中道:ブランドカルチャーがあり、作り出そうとしている世界観、提供する価値、タッチポイントがあり、そこへの賛同が20億円分の売り上げに繋がっている。その広がりによって、さらなる売り上げが見えてくる感覚があるのではないでしょうか。
生駒:そうですね。高いものを売ることは、ものすごく難しいことだと思っています。お客様の中には1度に50万円以上購入する方もいらっしゃいますが、そういう方は日頃から高いお買い物をして、良いものをよくわかっています。彼らに対して、商品はもちろん、写真や言葉遣い、カスタマーサポートも生半可なものではいけません。
ブランドは生き物みたいなもので、どのシチュエーション、どのタイミングで見ても、そのブランドイメージが融通無碍に行き届いていることが重要になります。
それをやりきれるかは、自分たちが何者かを深堀りできるかにかかっています。全ての行動に『SAKE HUNDRED』らしさを行き届かせるために、自分たちの理解を深め、言語化していくことにも、かなりの時間と頭を使いました。これができなければ、ブランドは成り立たないと思っているほどです。
中道:コム・デ・ギャルソンの川久保玲さんはかつて、「いいものは高いんです」とバシッと言っていました。その言葉を聞いて思ったのは、価値のあるものの魅力をしっかり伝えれば、たとえ高い金額でも、買う人にとっては妥当な金額だということ。
日本は価値を高め、その商品の世界をどう作るかを怠っていたと思うだけに、『SAKE HUNDRED』を中心に、まだ可能性がありますよね。
生駒:そうですね。どう伝えるかがすべてだと思っています。日本酒を広げていきたい、日本酒を売っていきたいという人は僕らに限らずたくさんいますが、彼らと僕らで何が違うかと言えば、彼らが日本酒の魅力をそのまま伝えようとするのに対して、僕らは自分たちのレンズを通して、日本酒の世界を表現しようとすることです。
僕らのレンズを通して見ると、日本酒はラグジュアリーに映ります。日常的に飲むものではなく、たくさん飲むものでもないのかもしれないけれど、人生のとっておきのタイミングで飲むにふさわしいものです。
「日本酒はこういうものです」ではなく、「僕らは日本酒をこう捉えています」という表現ができるかが、まさにブランド作りであって、その発信が結果として日本酒を広げることになります。そうしたコミュニケーションを取らないと、ポテンシャルのある日本酒も世界で認められないと思います。
中道:素晴らしいですね。日本と世界で日本酒の売り上げはどうですか。
生駒:世界での売り上げは1%ほどなので、これからですね。やはり、日本で売れているから海外でも売れるという順序は、忘れてはいけません。

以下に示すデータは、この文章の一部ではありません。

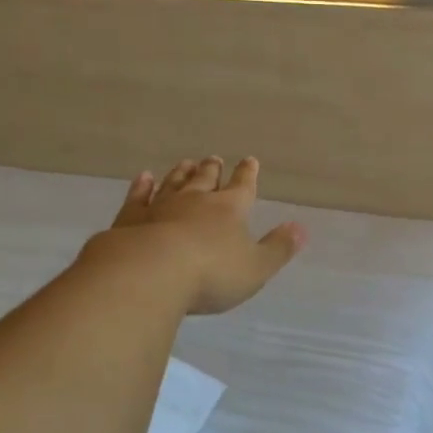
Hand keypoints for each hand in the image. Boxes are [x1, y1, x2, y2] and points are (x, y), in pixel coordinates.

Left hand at [100, 156, 305, 314]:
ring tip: (186, 163)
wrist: (149, 273)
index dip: (248, 174)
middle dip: (213, 170)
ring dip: (181, 173)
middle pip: (206, 180)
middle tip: (214, 159)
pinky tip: (144, 178)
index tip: (250, 160)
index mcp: (230, 209)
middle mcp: (196, 201)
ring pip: (174, 183)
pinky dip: (142, 186)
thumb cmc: (211, 273)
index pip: (243, 186)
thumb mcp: (256, 267)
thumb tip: (302, 228)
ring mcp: (160, 207)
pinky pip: (138, 197)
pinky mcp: (130, 219)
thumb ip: (278, 248)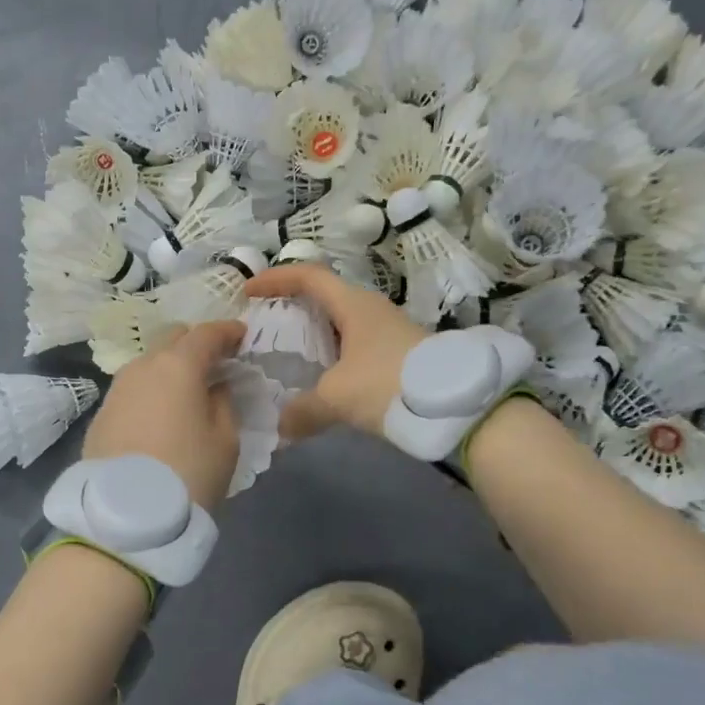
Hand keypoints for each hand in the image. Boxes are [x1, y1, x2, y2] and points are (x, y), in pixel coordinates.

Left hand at [83, 320, 244, 509]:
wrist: (126, 514)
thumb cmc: (188, 472)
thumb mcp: (225, 439)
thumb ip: (224, 402)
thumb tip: (214, 387)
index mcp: (178, 366)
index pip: (206, 334)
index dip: (228, 331)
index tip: (242, 336)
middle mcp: (142, 367)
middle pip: (172, 339)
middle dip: (195, 344)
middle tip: (215, 364)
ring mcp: (117, 389)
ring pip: (148, 363)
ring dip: (170, 367)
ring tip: (187, 390)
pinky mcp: (102, 414)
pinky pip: (133, 390)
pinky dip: (151, 391)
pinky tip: (161, 413)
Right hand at [245, 264, 429, 440]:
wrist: (456, 405)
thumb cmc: (389, 384)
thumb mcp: (337, 398)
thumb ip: (303, 411)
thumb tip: (280, 428)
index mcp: (353, 305)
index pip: (308, 276)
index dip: (275, 279)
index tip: (248, 292)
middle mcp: (370, 310)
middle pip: (324, 297)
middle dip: (292, 308)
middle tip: (266, 326)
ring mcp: (387, 331)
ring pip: (341, 325)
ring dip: (314, 335)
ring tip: (288, 356)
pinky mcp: (398, 354)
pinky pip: (354, 346)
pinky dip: (332, 356)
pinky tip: (323, 381)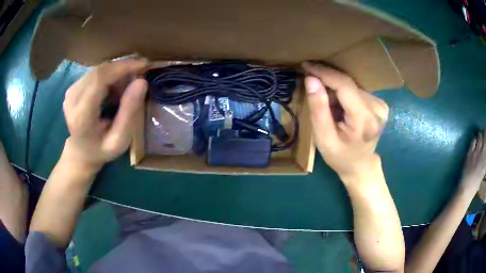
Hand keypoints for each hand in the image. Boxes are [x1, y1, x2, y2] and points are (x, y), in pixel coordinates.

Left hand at [62, 59, 147, 169]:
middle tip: (139, 76)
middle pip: (100, 71)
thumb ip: (129, 113)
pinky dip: (109, 76)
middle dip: (123, 69)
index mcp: (82, 115)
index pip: (100, 79)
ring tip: (126, 87)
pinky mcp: (73, 87)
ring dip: (117, 73)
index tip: (143, 65)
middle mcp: (72, 99)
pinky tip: (115, 88)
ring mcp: (71, 91)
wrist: (81, 151)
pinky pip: (95, 73)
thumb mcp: (120, 140)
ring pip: (99, 70)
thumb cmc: (102, 149)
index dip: (122, 67)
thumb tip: (142, 82)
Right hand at [302, 62, 388, 181]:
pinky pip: (357, 90)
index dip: (324, 73)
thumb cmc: (340, 157)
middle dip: (328, 84)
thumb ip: (318, 108)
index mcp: (365, 120)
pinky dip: (344, 95)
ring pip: (351, 86)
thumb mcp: (323, 138)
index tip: (306, 65)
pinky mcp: (380, 104)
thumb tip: (311, 79)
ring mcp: (381, 105)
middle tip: (313, 89)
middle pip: (348, 84)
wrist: (360, 166)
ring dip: (336, 91)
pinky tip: (341, 108)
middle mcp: (377, 109)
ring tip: (330, 109)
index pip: (344, 86)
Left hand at [460, 130, 485, 193]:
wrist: (466, 190)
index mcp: (485, 161)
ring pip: (479, 136)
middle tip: (484, 133)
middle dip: (484, 133)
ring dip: (479, 136)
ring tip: (479, 137)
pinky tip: (474, 141)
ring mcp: (476, 152)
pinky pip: (473, 141)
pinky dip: (474, 139)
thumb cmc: (475, 185)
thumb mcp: (483, 172)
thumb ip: (484, 163)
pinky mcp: (470, 152)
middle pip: (485, 136)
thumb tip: (484, 154)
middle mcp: (483, 154)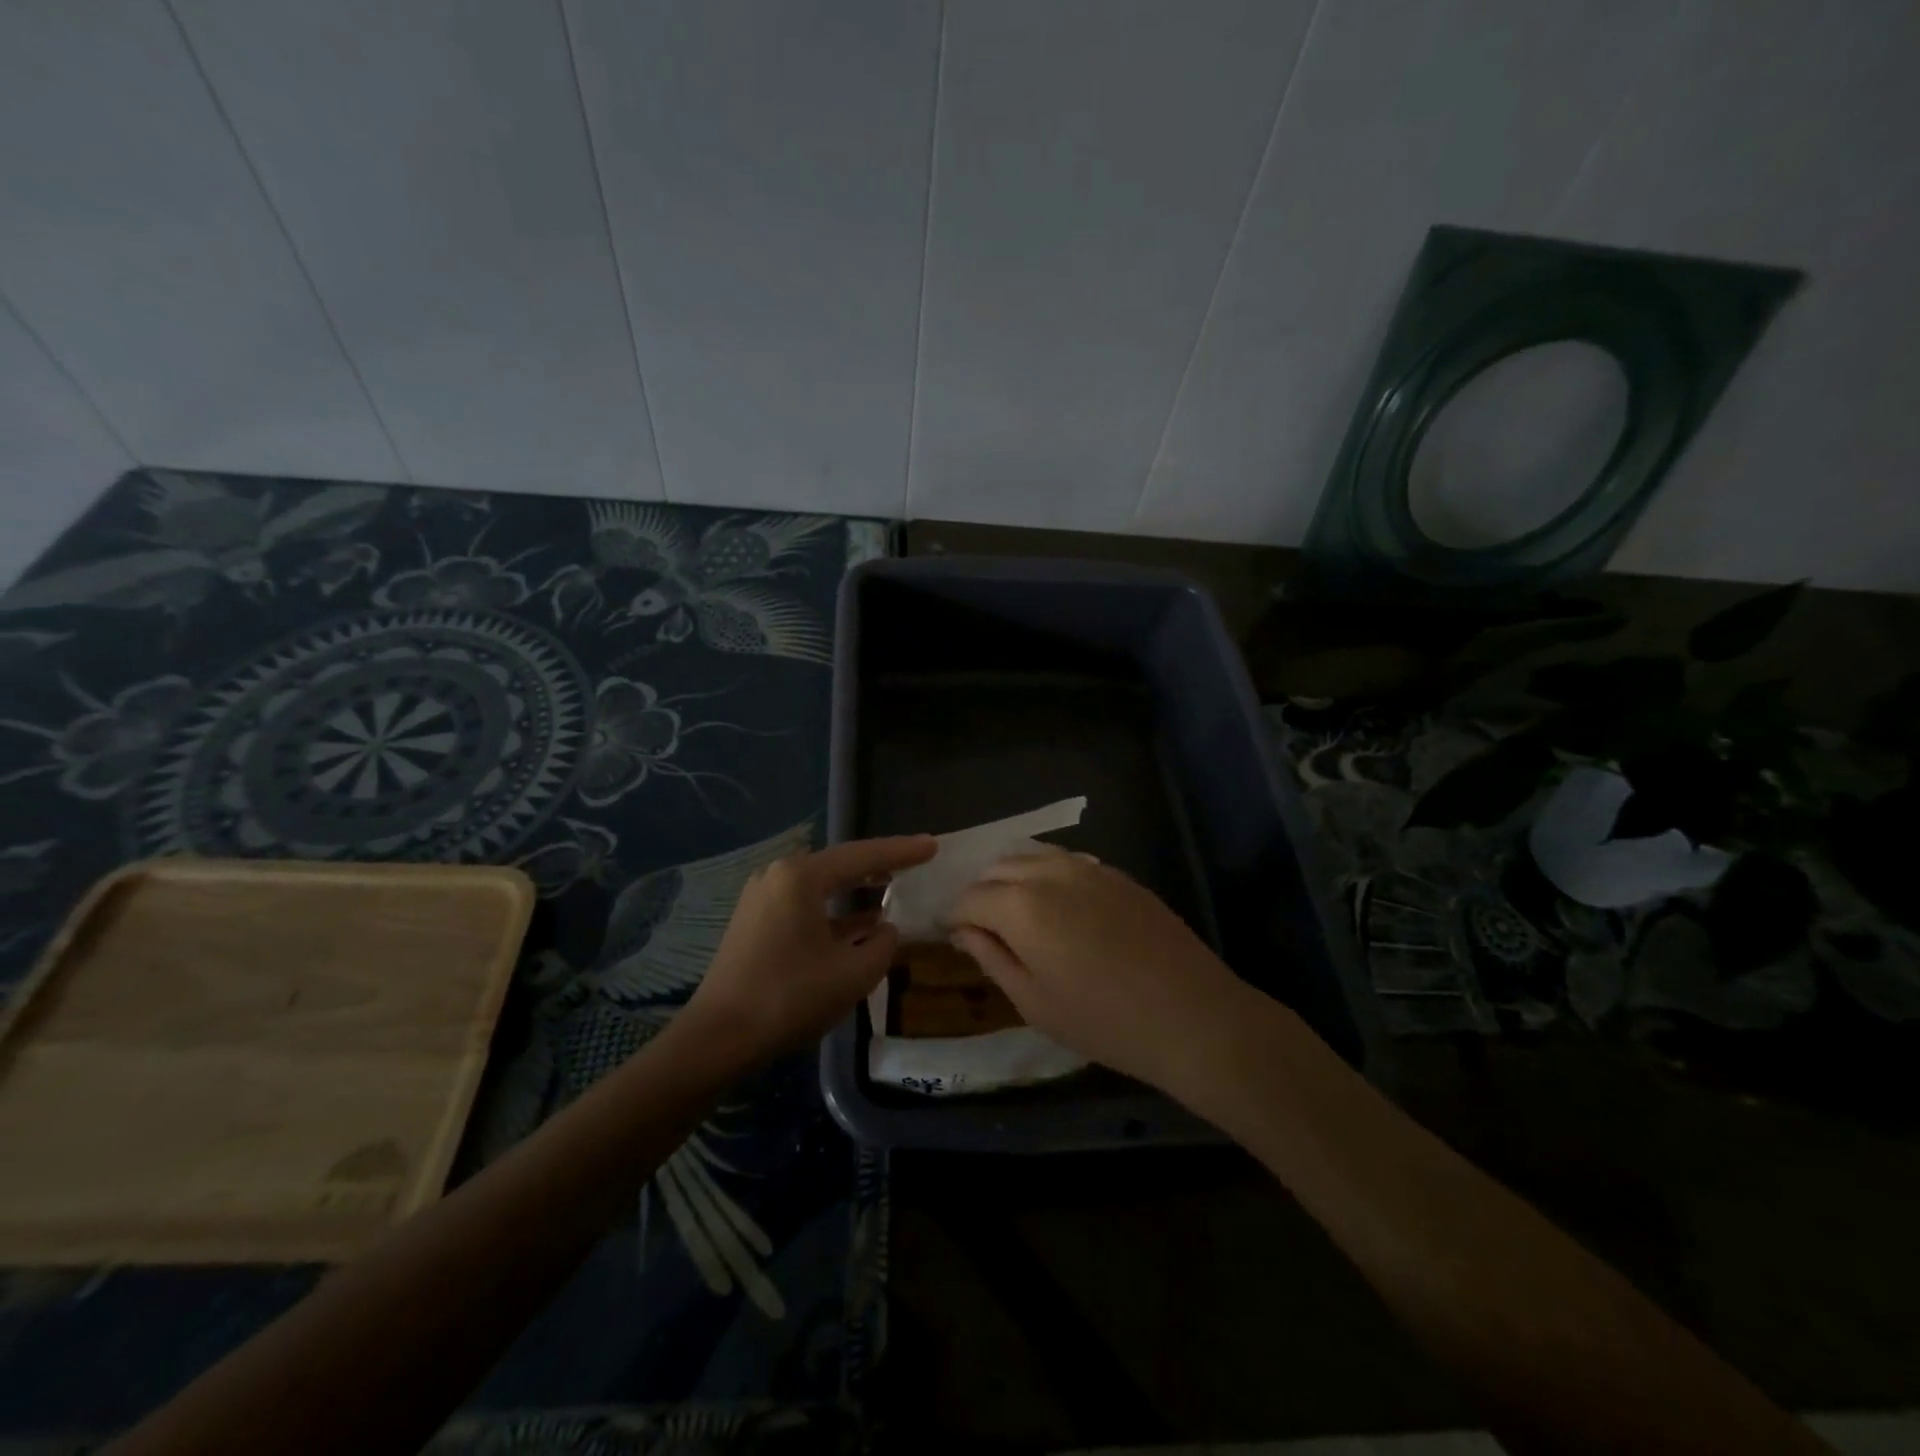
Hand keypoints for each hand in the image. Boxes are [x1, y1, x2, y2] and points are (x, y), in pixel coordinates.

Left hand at [684, 834, 936, 1061]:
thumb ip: (882, 946)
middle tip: (915, 861)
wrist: (718, 1038)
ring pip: (821, 886)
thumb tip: (886, 930)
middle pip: (840, 864)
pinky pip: (805, 905)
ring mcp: (762, 898)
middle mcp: (778, 876)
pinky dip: (834, 912)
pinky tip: (859, 925)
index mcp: (801, 877)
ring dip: (856, 890)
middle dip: (878, 865)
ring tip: (891, 888)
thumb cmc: (790, 998)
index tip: (932, 845)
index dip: (902, 851)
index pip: (863, 855)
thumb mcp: (853, 974)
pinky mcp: (755, 922)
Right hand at [948, 846, 1256, 1094]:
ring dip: (1014, 879)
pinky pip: (1067, 862)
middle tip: (984, 929)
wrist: (1192, 1015)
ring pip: (1033, 856)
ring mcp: (1088, 868)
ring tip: (1017, 914)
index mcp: (1021, 906)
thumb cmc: (1104, 1021)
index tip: (954, 938)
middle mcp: (1050, 873)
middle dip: (982, 894)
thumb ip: (992, 959)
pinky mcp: (1118, 875)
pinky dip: (1047, 875)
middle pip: (998, 869)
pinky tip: (1059, 906)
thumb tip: (964, 931)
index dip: (955, 917)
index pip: (970, 898)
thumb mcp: (1034, 1002)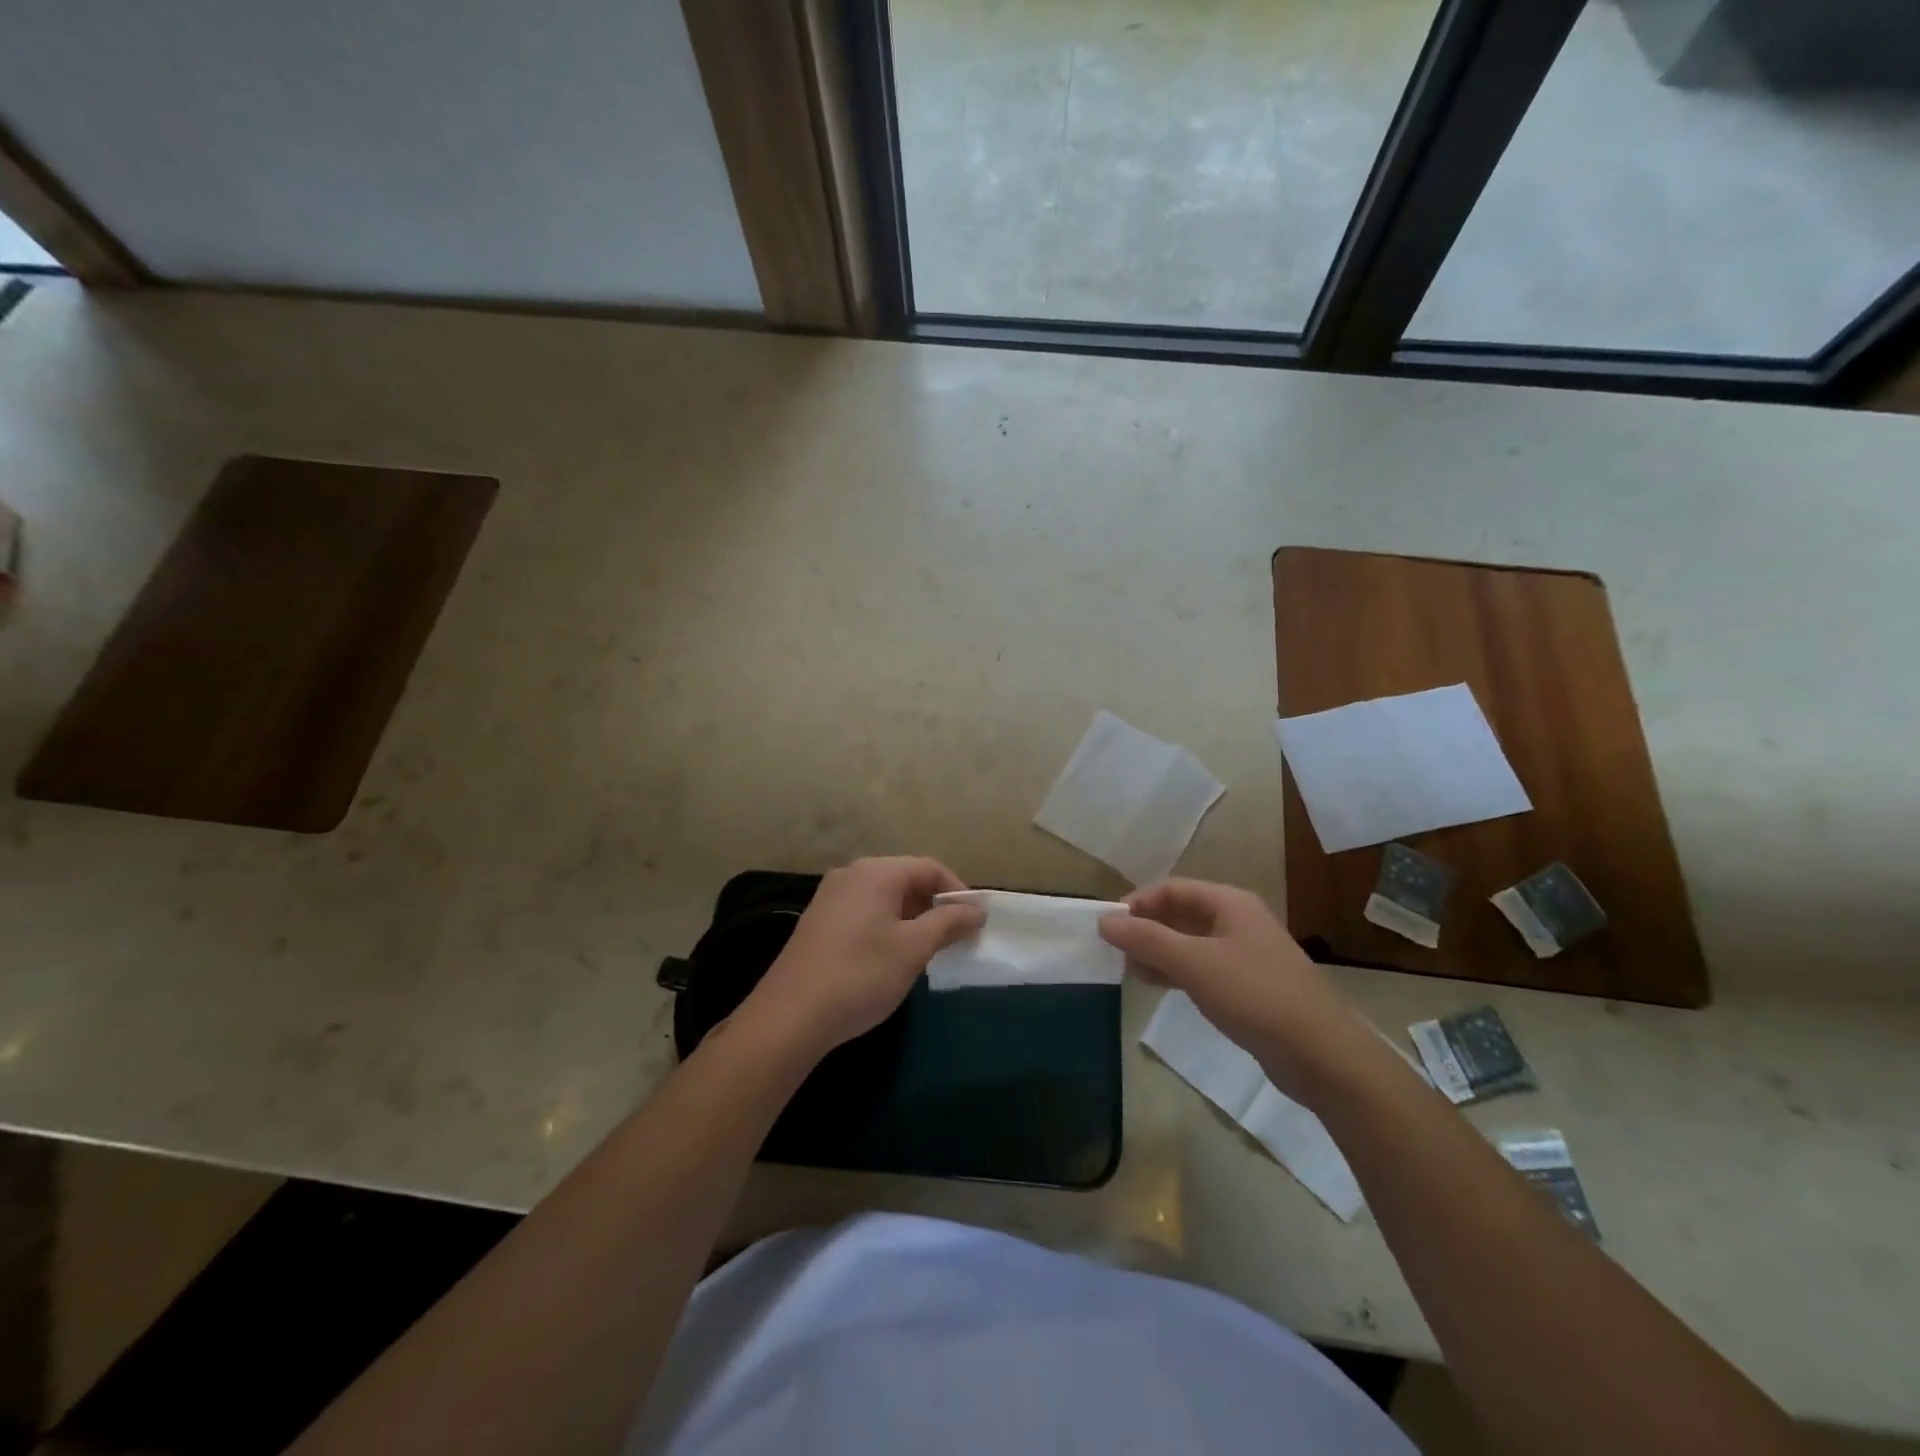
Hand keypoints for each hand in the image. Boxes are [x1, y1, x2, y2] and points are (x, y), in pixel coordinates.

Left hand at [740, 857, 984, 1063]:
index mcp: (876, 872)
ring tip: (926, 951)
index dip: (957, 891)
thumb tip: (975, 910)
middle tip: (953, 939)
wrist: (789, 1016)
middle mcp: (851, 874)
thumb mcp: (913, 949)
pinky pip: (864, 910)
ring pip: (884, 896)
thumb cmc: (860, 975)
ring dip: (911, 917)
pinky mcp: (819, 920)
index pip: (929, 867)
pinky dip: (886, 925)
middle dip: (934, 905)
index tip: (974, 922)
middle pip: (905, 878)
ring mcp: (831, 896)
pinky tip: (890, 957)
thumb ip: (948, 923)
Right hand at [1100, 879, 1381, 1104]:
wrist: (1323, 1055)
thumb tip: (1104, 921)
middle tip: (1113, 951)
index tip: (1107, 927)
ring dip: (1158, 951)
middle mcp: (1237, 921)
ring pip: (1189, 942)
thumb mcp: (1194, 963)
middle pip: (1180, 913)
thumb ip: (1147, 940)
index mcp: (1229, 903)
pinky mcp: (1248, 985)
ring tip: (1128, 970)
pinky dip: (1176, 971)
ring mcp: (1245, 954)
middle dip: (1145, 928)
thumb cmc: (1255, 995)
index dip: (1137, 903)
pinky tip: (1156, 985)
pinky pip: (1202, 967)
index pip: (1171, 888)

中国でも米国でも、現地の方々と話すと、「日本ではどういう存在なんですか」とよく聞かれます。日本酒は、世界ではまだまだニッチな産業。「日本で売れないから海外なら売れると思ってきたのではないか」という見方もなくはありません。そこで重視されるのが、原産国である日本でどう評価されているか。
そのために、今はまず日本での足腰を固めるとき。日本での実績を持って海外での信頼を得てから、広く消費者向けに拡大する流れになるべきだと考えています。